━━━ Available data
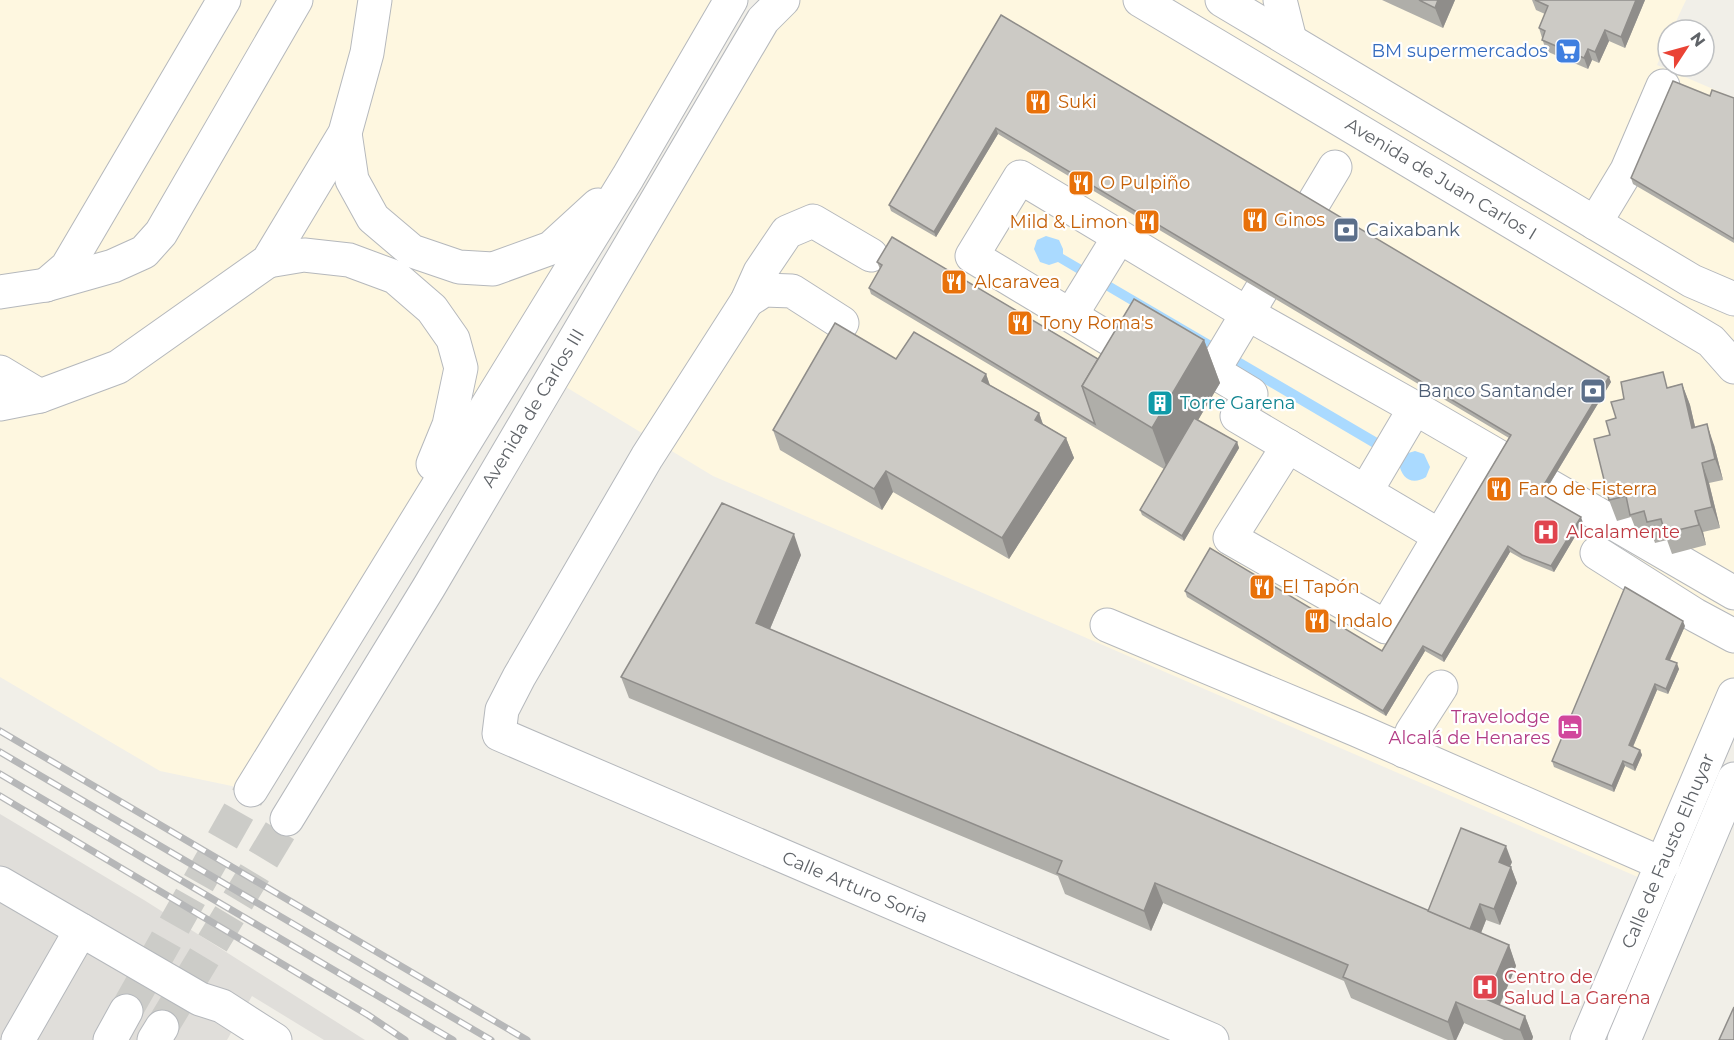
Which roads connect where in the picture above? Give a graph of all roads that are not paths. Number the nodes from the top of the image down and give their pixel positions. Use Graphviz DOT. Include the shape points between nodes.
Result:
graph roads {
  1 [pos="224,0"];
  2 [pos="296,0"];
  3 [pos="375,0"];
  4 [pos="731,0"];
  5 [pos="783,0"];
  6 [pos="1140,0"];
  7 [pos="1221,0"];
  8 [pos="1280,0"];
  9 [pos="1290,39"];
  10 [pos="1663,86"];
  11 [pos="345,133"];
  12 [pos="1335,166"];
  13 [pos="628,177"];
  14 [pos="1595,223"];
  15 [pos="1119,237"];
  16 [pos="871,255"];
  17 [pos="268,261"];
  18 [pos="46,285"];
  19 [pos="0,292"];
  20 [pos="1734,299"];
  21 [pos="747,302"];
  22 [pos="1248,314"];
  23 [pos="1071,315"];
  24 [pos="842,323"];
  25 [pos="1220,359"];
  26 [pos="1734,367"];
  27 [pos="0,372"];
  28 [pos="40,396"];
  29 [pos="0,404"];
  30 [pos="1415,408"];
  31 [pos="1288,446"];
  32 [pos="1490,452"];
  33 [pos="1366,490"];
  34 [pos="1440,536"];
  35 [pos="1612,554"];
  36 [pos="395,557"];
  37 [pos="1734,592"];
  38 [pos="1107,625"];
  39 [pos="1734,636"];
  40 [pos="1441,687"];
  41 [pos="1734,695"];
  42 [pos="1404,751"];
  43 [pos="1734,779"];
  44 [pos="252,790"];
  45 [pos="287,819"];
  46 [pos="1725,828"];
  47 [pos="1663,864"];
  48 [pos="0,883"];
  49 [pos="81,930"];
  50 [pos="200,999"];
  51 [pos="126,1011"];
  52 [pos="18,1040"];
  53 [pos="110,1040"];
  54 [pos="237,1040"];
  55 [pos="275,1040"];
  56 [pos="1212,1040"];
  57 [pos="1587,1040"];
  58 [pos="1624,1040"];
  1 -- 18 [label="street" via="68,267"];
  2 -- 18 [label="street" via="161,233 144,252 113,266"];
  3 -- 11 [label="street" via="367,53"];
  4 -- 13 [label="street"];
  5 -- 45 [label="street, Avenida de Carlos III" via="763,20 429,587"];
  6 -- 26 [label="street, Avenida de Juan Carlos I" via="1711,341"];
  7 -- 9 [label="street"];
  8 -- 9 [label="street"];
  9 -- 14 [label="street"];
  10 -- 14 [label="street" via="1627,170"];
  11 -- 13 [label="street" via="352,180 373,218 412,251 459,267 493,269 551,248"];
  11 -- 17 [label="street"];
  12 -- 22 [label="street"];
  13 -- 36 [label="street"];
  14 -- 20 [label="street" via="1703,287"];
  15 -- 22 [label="street"];
  15 -- 23 [label="street"];
  15 -- 23 [label="street" via="1020,177 972,256"];
  16 -- 21 [label="street" via="813,221 787,232 760,272"];
  17 -- 28 [label="street" via="118,367"];
  17 -- 36 [label="street" via="304,255 349,260 395,277 432,309 453,339 460,368 449,425"];
  18 -- 19 [label="street"];
  21 -- 24 [label="street" via="764,290 792,291"];
  21 -- 56 [label="street, Calle Arturo Soria" via="646,457 519,677 502,710 500,734"];
  22 -- 25 [label="street"];
  22 -- 30 [label="street"];
  23 -- 25 [label="street" via="1126,349 1140,327"];
  25 -- 31 [label="street" via="1251,394 1237,416"];
  27 -- 28 [label="street"];
  28 -- 29 [label="street"];
  30 -- 32 [label="street"];
  30 -- 33 [label="street"];
  31 -- 33 [label="street"];
  31 -- 34 [label="street" via="1230,538 1386,627"];
  32 -- 34 [label="street"];
  32 -- 37 [label="street"];
  33 -- 34 [label="street"];
  35 -- 39 [label="street" via="1695,615"];
  36 -- 44 [label="street"];
  38 -- 42 [label="street"];
  40 -- 42 [label="street"];
  41 -- 47 [label="street, Calle de Fausto Elhuyar"];
  42 -- 47 [label="street"];
  43 -- 46 [label="street, Calle de Fausto Elhuyar"];
  46 -- 58 [label="street, Calle de Fausto Elhuyar"];
  47 -- 57 [label="street, Calle de Fausto Elhuyar"];
  48 -- 49 [label="street"];
  49 -- 50 [label="street"];
  49 -- 52 [label="street"];
  50 -- 54 [label="street"];
  50 -- 55 [label="street" via="222,1006"];
  51 -- 53 [label="street"];
}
━━━━━━
Extract, from the listing above, every line where the string "Calle" occurs.

  21 -- 56 [label="street, Calle Arturo Soria" via="646,457 519,677 502,710 500,734"];
  41 -- 47 [label="street, Calle de Fausto Elhuyar"];
  43 -- 46 [label="street, Calle de Fausto Elhuyar"];
  46 -- 58 [label="street, Calle de Fausto Elhuyar"];
  47 -- 57 [label="street, Calle de Fausto Elhuyar"];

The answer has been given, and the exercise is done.